4) If you draw your governor/judge in a SD encounter, you are likely to fire in DA mode. Of course you can cock it for SA, but generally this will not be achieved and for other reasons, it is often not a good idea. Even if you fire the gun once in SA (not likely) the next shot will begin as a DA. A 1911, and other semis which are DA/SA only have a DA pull initially, with each subsequent shot being SA thereafter. While some of the DA accuracy would rest on the skill of the shooter, SA pulls will generally make a gun easier to shoot accurately compared to DA pulls. Accuracy can be had in DA mode, but this is more challenging and requires more practice.

5) The governor is a scandium frame with a weight of 29.6 oz. As we go up the power spectrum, the felt recoil increases. That is true for any gun. Some 410 shot shells are much more powerful than others, and the 45 colt in a cowboy action load compared to a 45 colt from a SD round manufacturer is big difference. So, as said, going from lower power rounds to higher power rounds increases recoil. The more you increase recoil, the slower your follow up shots become. Remember that police studies show a 30% hit rate in high stress situations. A quick follow up shot can never hurt and sometimes a miss will make the follow up shot necessary.
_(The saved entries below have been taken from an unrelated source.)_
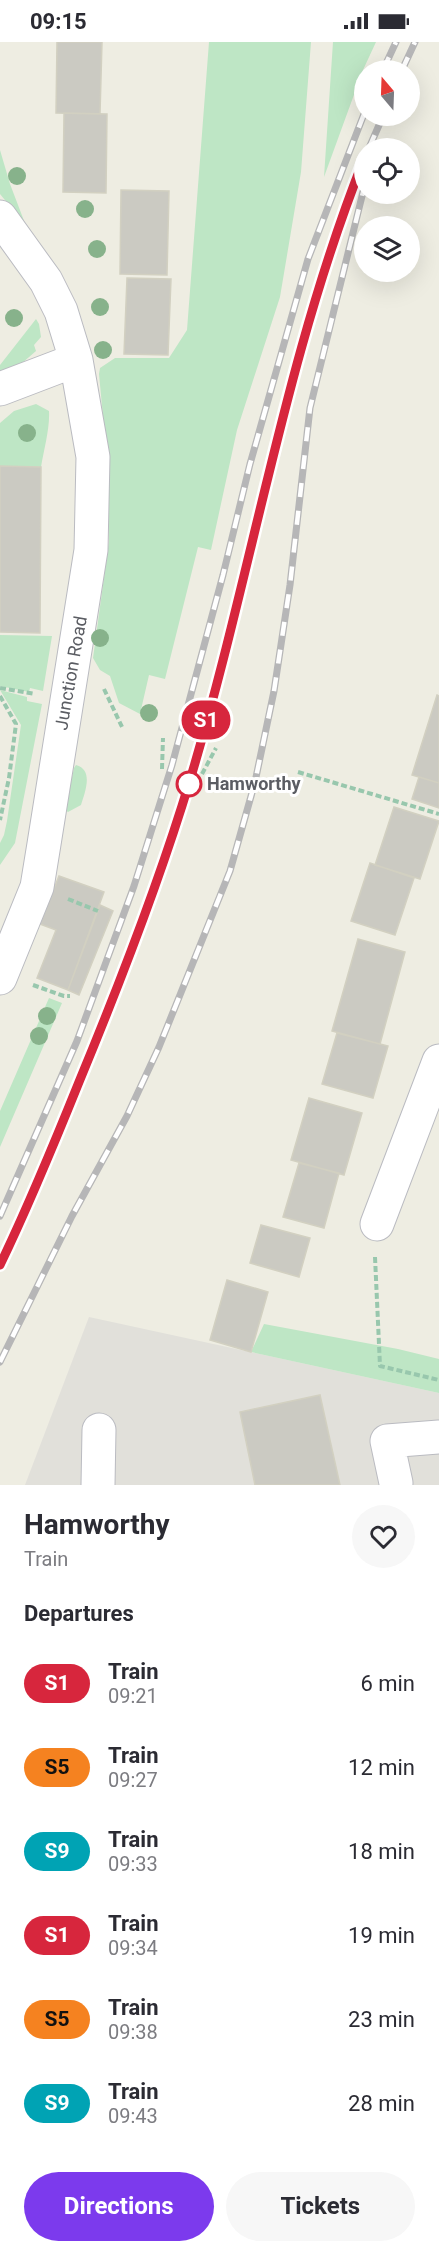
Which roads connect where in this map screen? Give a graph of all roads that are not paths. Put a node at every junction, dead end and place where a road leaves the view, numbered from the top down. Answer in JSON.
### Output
{"nodes":[{"id":1,"x":0,"y":217,"type":"edge"},
{"id":2,"x":76,"y":360,"type":"junction"},
{"id":3,"x":0,"y":389,"type":"edge"},
{"id":4,"x":0,"y":978,"type":"edge"},
{"id":5,"x":436,"y":1076,"type":"edge"},
{"id":6,"x":377,"y":1224,"type":"road end"},
{"id":7,"x":99,"y":1430,"type":"dead end"},
{"id":8,"x":439,"y":1437,"type":"edge"},
{"id":9,"x":396,"y":1483,"type":"dead end"},
{"id":10,"x":98,"y":1485,"type":"edge"}],
"edges":[{"from":1,"to":2,"type":"street","name":"Junction Road"},
{"from":2,"to":3,"type":"street"},
{"from":2,"to":4,"type":"street","name":"Junction Road"},
{"from":5,"to":6,"type":"street"},
{"from":7,"to":10,"type":"street"},
{"from":8,"to":9,"type":"street"}]}
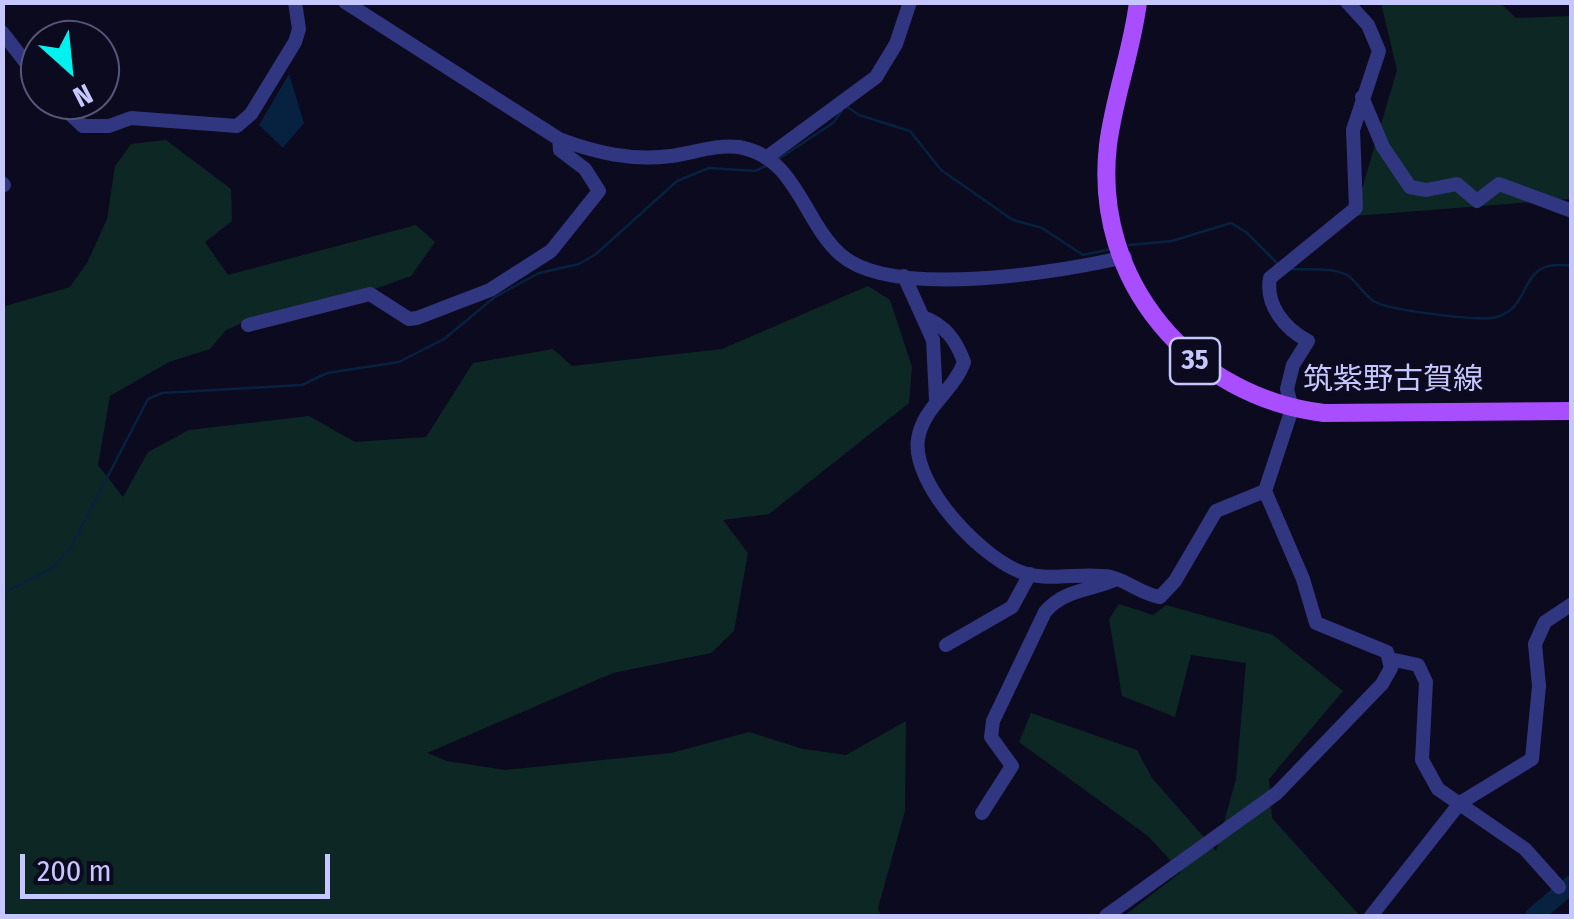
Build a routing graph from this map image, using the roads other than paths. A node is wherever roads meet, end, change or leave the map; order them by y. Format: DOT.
graph roads {
  1 [pos="296,2"];
  2 [pos="345,2"];
  3 [pos="910,2"];
  4 [pos="1138,2"];
  5 [pos="1347,2"];
  6 [pos="2,32"];
  7 [pos="20,55"];
  8 [pos="1362,97"];
  9 [pos="77,120"];
  10 [pos="560,139"];
  11 [pos="766,158"];
  12 [pos="1572,210"];
  13 [pos="1125,258"];
  14 [pos="904,276"];
  15 [pos="924,317"];
  16 [pos="248,325"];
  17 [pos="936,400"];
  18 [pos="1292,409"];
  19 [pos="1572,411"];
  20 [pos="1265,491"];
  21 [pos="1030,574"];
  22 [pos="1117,579"];
  23 [pos="1572,604"];
  24 [pos="946,645"];
  25 [pos="1390,659"];
  26 [pos="1460,803"];
  27 [pos="982,814"];
  28 [pos="1559,887"];
  29 [pos="1106,916"];
  30 [pos="1370,916"];
  1 -- 9 [label="street"];
  2 -- 10 [label="street"];
  3 -- 11 [label="street"];
  4 -- 13 [label="main road, 筑紫野古賀線 / 35"];
  5 -- 8 [label="street"];
  6 -- 7 [label="street"];
  8 -- 12 [label="street"];
  8 -- 18 [label="street"];
  10 -- 11 [label="street"];
  10 -- 16 [label="street"];
  11 -- 14 [label="street"];
  13 -- 14 [label="street"];
  13 -- 18 [label="main road, 筑紫野古賀線 / 35"];
  14 -- 15 [label="street"];
  15 -- 17 [label="street"];
  15 -- 17 [label="street"];
  17 -- 21 [label="street"];
  18 -- 19 [label="main road, 筑紫野古賀線 / 35"];
  18 -- 20 [label="street"];
  20 -- 22 [label="street"];
  20 -- 25 [label="street"];
  21 -- 22 [label="street"];
  21 -- 24 [label="street"];
  22 -- 27 [label="street"];
  23 -- 26 [label="street"];
  25 -- 26 [label="street"];
  25 -- 29 [label="street"];
  26 -- 28 [label="street"];
  26 -- 30 [label="street"];
}
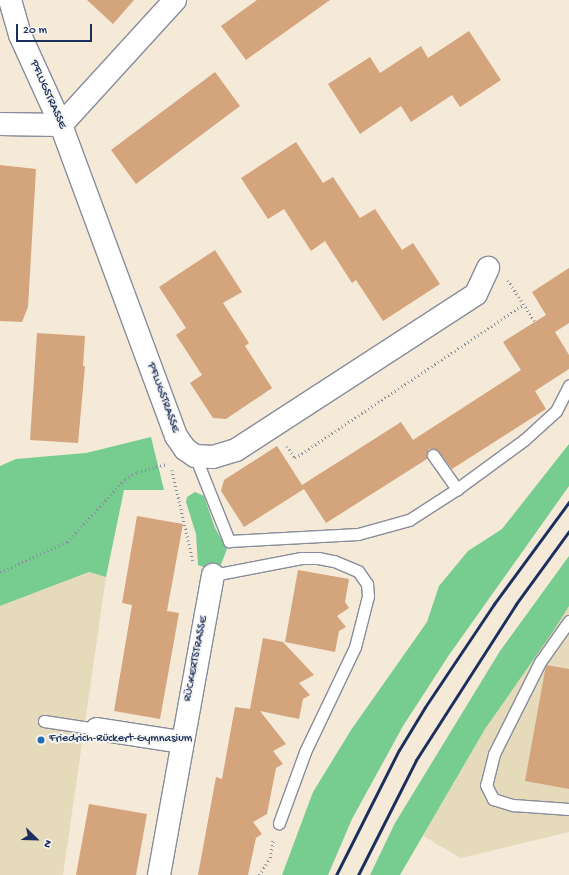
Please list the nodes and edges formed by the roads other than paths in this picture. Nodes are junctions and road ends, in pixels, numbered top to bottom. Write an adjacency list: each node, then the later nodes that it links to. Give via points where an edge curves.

6) Regarding the governor as a CCW: 29.6 oz unloaded, 8.5 in long, with a height of 5.5 in. A glock 21 45 acp (for comparison) weighs 26.28 oz unloaded, 8.11 in long with a height of 5.47 in. All data taken from manufacturers websites. The glock 21 holds 13 rds.

7) When comparing bullets comparable in size to the buckshot BBs, 9mm and 38 special, (or any of the plus P variants of those cals) there is much greater penetration than the penetration seen from 38 cal buckshot rounds fired from a revolver.

8) Using data from double tap.com, a 9mm + P 124gr bullet fired from a G17 (a fair comparison for overall size to the governor/judge) yields an energy of 473 ft. lbs. From the same site, the 230 gr bonded defense load yield a muzzle energy of 521 ft. lbs. The idea of 45 being a much better man stopper isn't as true now a days as it was during WWI or WWII.

9) Revolvers have been around since 1836, and shotguns, at least in concept were around longer than that. It has then taken approx 186 years at the least for this concept to be born.

10) Semi auto pistols are standard for a high percentage of armies in the world. They are also standard for many police departments in the US. This is for many reasons.

11) The MSRP for the Governor from the S&W website is $769. Currently there is a S&W 64 38 special (smaller than the governor, but with 6 shots of 38 special) for $269 on gunbroker. There is also a brand new glock 21 for $560. Of course on gunbroker, there will be shipping and transfer fees. Shipping is usually $30 or less and transfers are usually $40 or less. The governor is more expensive than many other SD options.

12) Unless you practice, a reload using a magazine from a semi pistol is quicker than a reload in a revolver.

So what does this all mean? Its all fact. Apparently these facts will mean different things to different people. So as I said, its not that there are no facts surrounding these questions, its more of a question of interpretation of the facts.